Svenska Dagbladet rappelle le contexte : Farage avait démissionné de ce même siège début juillet, alors qu'il faisait l'objet d'une enquête de la commissaire à l'éthique du Parlement pour des dons non déclarés de plusieurs millions de livres reçus d'hommes d'affaires. La ministre de la Santé Yvette Cooper avait qualifié la tenue de ce scrutin de « rage politique » déclenchée par Farage lui-même. Aucun grand parti — Labour, Tories, Libéraux-démocrates, Verts, Reform Britain — n'a présenté de candidat, laissant le champ à une trentaine de « candidats sauvages », comiques ou représentants de petites formations.

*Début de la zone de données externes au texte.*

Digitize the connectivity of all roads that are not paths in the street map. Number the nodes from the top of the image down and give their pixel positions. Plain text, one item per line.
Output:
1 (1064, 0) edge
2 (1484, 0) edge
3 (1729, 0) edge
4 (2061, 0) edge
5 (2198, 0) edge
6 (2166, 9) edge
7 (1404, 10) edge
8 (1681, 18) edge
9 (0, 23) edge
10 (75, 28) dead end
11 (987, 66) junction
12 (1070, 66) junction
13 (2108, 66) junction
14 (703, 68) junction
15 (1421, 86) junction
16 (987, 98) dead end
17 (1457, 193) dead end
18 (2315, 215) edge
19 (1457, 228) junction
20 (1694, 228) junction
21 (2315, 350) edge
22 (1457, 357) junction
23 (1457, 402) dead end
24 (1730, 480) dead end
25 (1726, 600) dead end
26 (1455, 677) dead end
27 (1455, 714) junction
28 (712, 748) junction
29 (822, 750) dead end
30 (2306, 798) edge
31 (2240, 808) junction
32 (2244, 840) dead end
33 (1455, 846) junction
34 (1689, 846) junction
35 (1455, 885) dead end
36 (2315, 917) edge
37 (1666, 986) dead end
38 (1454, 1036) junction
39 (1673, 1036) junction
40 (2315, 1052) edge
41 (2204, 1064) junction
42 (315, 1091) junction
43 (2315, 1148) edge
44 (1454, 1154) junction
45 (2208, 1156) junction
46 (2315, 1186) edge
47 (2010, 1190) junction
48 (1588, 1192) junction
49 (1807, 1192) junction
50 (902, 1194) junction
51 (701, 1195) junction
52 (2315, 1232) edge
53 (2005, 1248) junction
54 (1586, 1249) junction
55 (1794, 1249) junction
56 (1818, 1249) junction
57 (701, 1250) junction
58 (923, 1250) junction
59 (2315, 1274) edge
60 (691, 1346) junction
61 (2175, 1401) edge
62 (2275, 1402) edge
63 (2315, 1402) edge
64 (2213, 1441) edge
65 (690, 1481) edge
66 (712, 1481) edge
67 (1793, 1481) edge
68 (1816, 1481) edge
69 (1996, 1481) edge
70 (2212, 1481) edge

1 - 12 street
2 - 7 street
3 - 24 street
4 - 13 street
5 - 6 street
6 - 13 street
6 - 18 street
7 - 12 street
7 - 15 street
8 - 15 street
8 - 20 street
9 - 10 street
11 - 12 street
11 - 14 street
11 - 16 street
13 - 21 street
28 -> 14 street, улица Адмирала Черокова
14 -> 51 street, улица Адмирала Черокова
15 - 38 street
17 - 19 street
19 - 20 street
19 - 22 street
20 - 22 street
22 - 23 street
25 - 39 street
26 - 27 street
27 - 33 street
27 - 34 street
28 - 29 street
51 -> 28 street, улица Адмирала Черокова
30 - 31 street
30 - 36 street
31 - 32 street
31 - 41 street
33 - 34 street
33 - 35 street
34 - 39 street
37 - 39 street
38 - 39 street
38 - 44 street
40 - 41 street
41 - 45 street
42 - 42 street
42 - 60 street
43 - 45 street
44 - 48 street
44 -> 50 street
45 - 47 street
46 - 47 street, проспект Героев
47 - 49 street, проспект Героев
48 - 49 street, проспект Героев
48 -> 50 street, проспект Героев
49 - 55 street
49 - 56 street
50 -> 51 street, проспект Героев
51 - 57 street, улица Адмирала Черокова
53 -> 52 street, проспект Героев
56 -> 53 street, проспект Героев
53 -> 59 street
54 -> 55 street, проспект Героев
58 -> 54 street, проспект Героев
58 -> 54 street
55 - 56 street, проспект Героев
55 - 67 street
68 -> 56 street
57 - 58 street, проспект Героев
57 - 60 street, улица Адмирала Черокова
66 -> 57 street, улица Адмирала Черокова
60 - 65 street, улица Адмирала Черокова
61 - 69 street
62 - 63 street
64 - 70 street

Sveriges Radio souligne l'impopularité personnelle du chef de Reform UK : selon un sondage Ipsos cité par Svenska Dagbladet, seuls 21 % des Britanniques disaient préférer une victoire de Farage face à Binface, contre 33 % pour l'humoriste — un contraste avec les bons scores nationaux de son parti. Farage, artisan du Brexit, est présenté par Expressen comme un possible futur premier ministre, à la tête d'une formation d'extrême droite qui alterne première et deuxième place dans les sondages.
La presse suédoise rappelle enfin la dernière fois qu'un vainqueur britannique avait boudé l'annonce de son résultat : en 1981, quand l'Irlandais Bobby Sands, militant de l'IRA emprisonné, l'avait emporté face à l'unioniste Harry West.